The heaviest rumor involving Jay Bruce is that he is most coveted by the San Francisco Giants, a team scouring the baseball world for a power-hitting, left handed outfielder.

If that’s true, then what happened in AT&T Park Monday night probably caused the Giants to offer the Golden Gate Bridge to the Cincinnati Reds for Bruce. And Fisherman’s Wharf, too

AT&T Park is a big place, a mammoth place, but Bruce shrunk it dramatically Monday with a pair of two-run home runs, including the game-winner in the sixth inning of a 7-5 Reds victory.

THE REDS FIGURED THEY had the Giants, leaders of the National League West, right where they wanted them.

—The Giants had lost seven of their first eight games after the All-Star game.

—The Giants were pitching Jake Peavy, 5-and-8 with a 5.15 earned run average and the last time the Reds saw Peavy in May in Great American Ball Park they ripped him for seven runs in six innings.

—The Reds were pitching Anthony DeSclafani, 5-and-0 with a 2.50 earned run average.

IT WASN’T THE BEST OF nights for DeSclafani. He made it only through five innings and gave up five runs, six hits, two walks and two home runs.

When he left, the Reds trailed, 5-4, but Bruce’s two-run home run off Peavy in the sixth made DeSclafani the winner, pushing his record to 6-and-0.

DeSclafani gave up a run in the first when Denard Span opened the inning with a double and scored on Buster Posey’s two-single.

Bruce wiped that out in the fourth. Joey Votto walked, the eighth straight game in which Votto has drawn at least one walk, and Bruce homered into the front row of the right field seats.

The Giants asked for a replay/review, believing a fan reached over the wall to catch the ball, asking for interference. But the home run stood and the Reds led, 2-1. Peavy then walked Adam Duvall and Eugenio Suarez crushed his 17th home run to give the Reds a 4-1 lead.

BUT DESCLAFANI WASN’T up to holding the lead. He hadn’t walked a batter in 21 innings but he walked Brandon Crawford to open the fourth.

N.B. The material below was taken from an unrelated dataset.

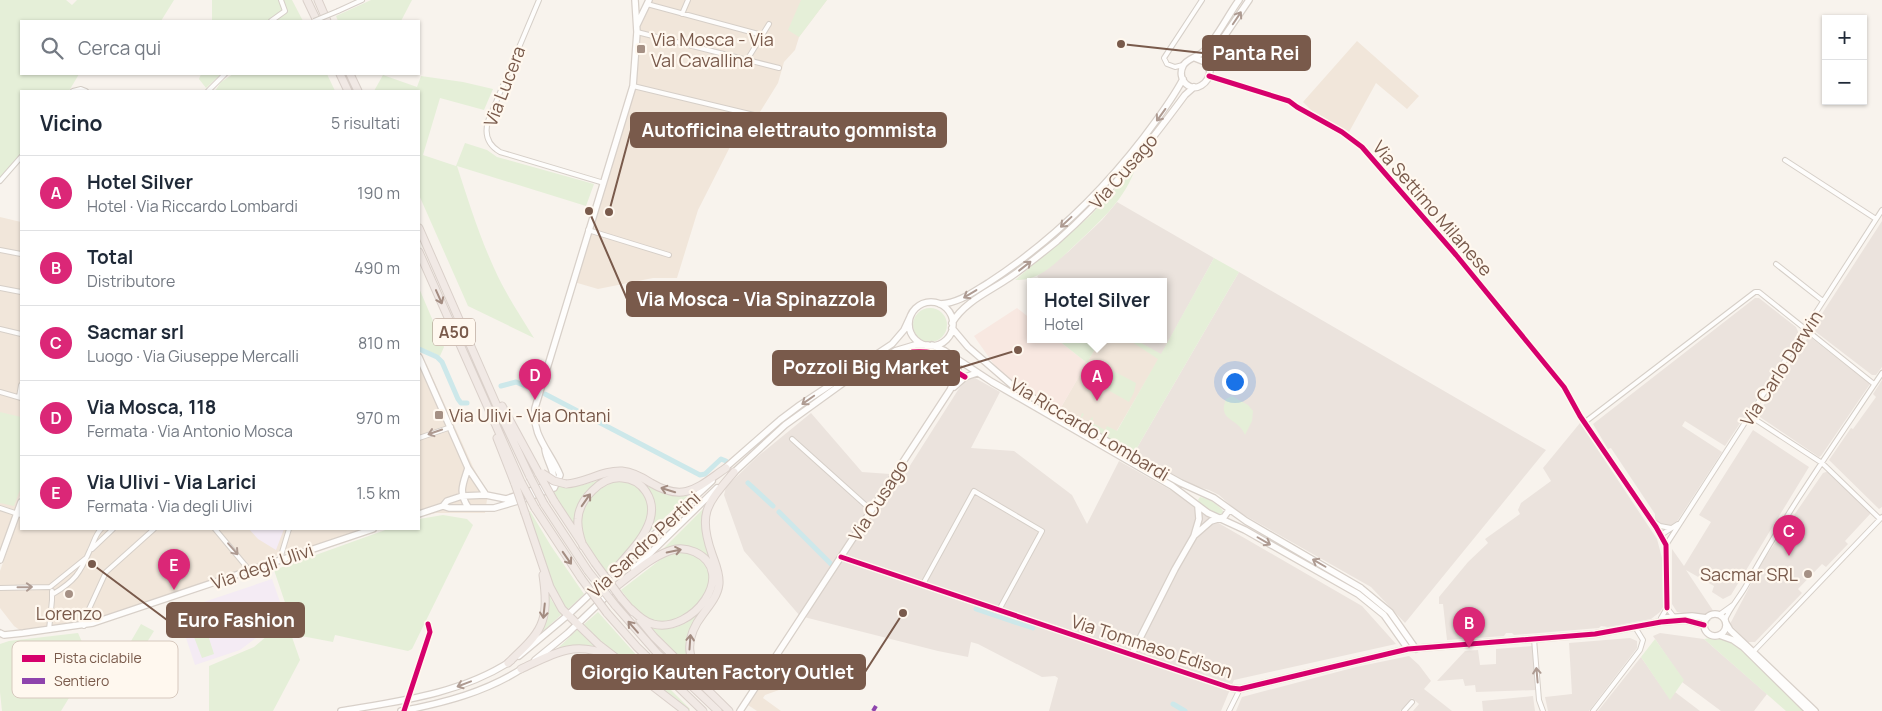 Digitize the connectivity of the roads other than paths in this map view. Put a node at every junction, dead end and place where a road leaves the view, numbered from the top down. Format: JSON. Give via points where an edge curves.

That brought up Brandon Belt, who entered the game 2 for 33 (.061) since the All-Star break. But he makes a five-course meal out of Cincinnati pitching and he ripped a home run to cut the Reds lead to 4-3. At that point, Belt was 22 for 42 (.524) the last two years against the Reds.

The Giants took the lead, 5-4, in the fifth when Denard Span singled off DeSclafani’s shin and Angel Pagan air-lifted a home run to the top row of the right field bleachers, a couple of feet shy of clearing the stands and splash-landing his home run into McCovey Cove.

IT LASTED ONLY LONG enough for the Reds to come to back in the sixth. Joey Votto led with a double and Bruce ignited his second home run of the night, tying Adam Duvall for the team lead with 23. Bruce, though leads in RBI with 77.

The Reds added an insurance run in the top of the ninth on Billy Hamilton’s suicide squeeze bunt on which he beat for a hit. Eugenio Suarez, who opened the inning with a double, scored from third on the bunt to make it 7-5.

After DeSclafani left, the suddenly resurgent Reds bullpen turned the spigot off on the Giants. Jumbo Diaz pitched a one-two-three sixth, Raisel Iglesias retired six straight in the seventh and eighth.

Tony Cingrani gave up a leadoff single to Brandon Belt in the bottom of the ninth, then retired the next three, the last two on strikeouts for his 11th save.

THE REDS HAD ONLY SEVEN hits, three of them home runs, but everybody on a hitting streak kept their streaks alive — Brandon Phillips 13, Joey Votto 10, Billy Hamilton 8, Jay Bruce 7 and Zack Cozart 7.

The night, though, belonged to Bruce. If the Giants are smart, Bruce will be wearing a Giants uniform when the second game of the series begins Tuesday night.